Goal of the exercise:
Provide the data again exactly, including every line that follows.

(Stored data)

◆ ◆ ◆ ◆

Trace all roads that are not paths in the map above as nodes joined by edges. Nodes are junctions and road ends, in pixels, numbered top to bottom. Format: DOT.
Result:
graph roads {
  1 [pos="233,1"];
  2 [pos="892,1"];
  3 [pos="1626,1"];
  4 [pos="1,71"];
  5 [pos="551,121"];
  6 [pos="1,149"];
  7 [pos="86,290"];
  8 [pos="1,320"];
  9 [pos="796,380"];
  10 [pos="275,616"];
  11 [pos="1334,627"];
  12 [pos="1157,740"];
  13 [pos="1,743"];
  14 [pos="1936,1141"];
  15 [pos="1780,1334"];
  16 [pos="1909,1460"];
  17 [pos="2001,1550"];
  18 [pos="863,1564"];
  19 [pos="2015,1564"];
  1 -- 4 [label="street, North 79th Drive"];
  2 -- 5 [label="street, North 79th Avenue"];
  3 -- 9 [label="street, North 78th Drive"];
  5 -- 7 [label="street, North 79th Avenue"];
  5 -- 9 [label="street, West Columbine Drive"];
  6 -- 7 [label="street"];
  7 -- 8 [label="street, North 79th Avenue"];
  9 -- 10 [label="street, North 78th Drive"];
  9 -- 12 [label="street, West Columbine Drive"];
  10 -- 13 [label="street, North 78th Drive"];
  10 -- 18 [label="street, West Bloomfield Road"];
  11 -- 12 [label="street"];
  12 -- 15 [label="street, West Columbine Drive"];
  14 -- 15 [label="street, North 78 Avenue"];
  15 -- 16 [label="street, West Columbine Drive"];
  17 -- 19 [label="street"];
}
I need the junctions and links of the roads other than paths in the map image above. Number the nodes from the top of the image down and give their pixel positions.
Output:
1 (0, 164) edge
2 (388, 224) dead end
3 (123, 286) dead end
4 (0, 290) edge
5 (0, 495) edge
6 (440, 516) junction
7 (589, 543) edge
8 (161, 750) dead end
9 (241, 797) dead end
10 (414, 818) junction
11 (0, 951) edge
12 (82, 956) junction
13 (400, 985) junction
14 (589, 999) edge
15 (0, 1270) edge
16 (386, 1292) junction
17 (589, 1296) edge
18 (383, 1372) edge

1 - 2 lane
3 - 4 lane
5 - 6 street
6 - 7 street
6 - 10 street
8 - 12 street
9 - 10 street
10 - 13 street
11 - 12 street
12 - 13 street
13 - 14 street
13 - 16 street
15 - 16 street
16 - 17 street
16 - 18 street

◆ ◆ ◆ ◆

Result of this exercise:
Trace all roads that are not paths in the map above as nodes joined by edges. Nodes are junctions and road ends, in pixels, numbered top to bottom. Format: DOT.
Result:
graph roads {
  1 [pos="233,1"];
  2 [pos="892,1"];
  3 [pos="1626,1"];
  4 [pos="1,71"];
  5 [pos="551,121"];
  6 [pos="1,149"];
  7 [pos="86,290"];
  8 [pos="1,320"];
  9 [pos="796,380"];
  10 [pos="275,616"];
  11 [pos="1334,627"];
  12 [pos="1157,740"];
  13 [pos="1,743"];
  14 [pos="1936,1141"];
  15 [pos="1780,1334"];
  16 [pos="1909,1460"];
  17 [pos="2001,1550"];
  18 [pos="863,1564"];
  19 [pos="2015,1564"];
  1 -- 4 [label="street, North 79th Drive"];
  2 -- 5 [label="street, North 79th Avenue"];
  3 -- 9 [label="street, North 78th Drive"];
  5 -- 7 [label="street, North 79th Avenue"];
  5 -- 9 [label="street, West Columbine Drive"];
  6 -- 7 [label="street"];
  7 -- 8 [label="street, North 79th Avenue"];
  9 -- 10 [label="street, North 78th Drive"];
  9 -- 12 [label="street, West Columbine Drive"];
  10 -- 13 [label="street, North 78th Drive"];
  10 -- 18 [label="street, West Bloomfield Road"];
  11 -- 12 [label="street"];
  12 -- 15 [label="street, West Columbine Drive"];
  14 -- 15 [label="street, North 78 Avenue"];
  15 -- 16 [label="street, West Columbine Drive"];
  17 -- 19 [label="street"];
}
I need the junctions and links of the roads other than paths in the map image above. Number the nodes from the top of the image down and give their pixel positions.
Output:
1 (0, 164) edge
2 (388, 224) dead end
3 (123, 286) dead end
4 (0, 290) edge
5 (0, 495) edge
6 (440, 516) junction
7 (589, 543) edge
8 (161, 750) dead end
9 (241, 797) dead end
10 (414, 818) junction
11 (0, 951) edge
12 (82, 956) junction
13 (400, 985) junction
14 (589, 999) edge
15 (0, 1270) edge
16 (386, 1292) junction
17 (589, 1296) edge
18 (383, 1372) edge

1 - 2 lane
3 - 4 lane
5 - 6 street
6 - 7 street
6 - 10 street
8 - 12 street
9 - 10 street
10 - 13 street
11 - 12 street
12 - 13 street
13 - 14 street
13 - 16 street
15 - 16 street
16 - 17 street
16 - 18 street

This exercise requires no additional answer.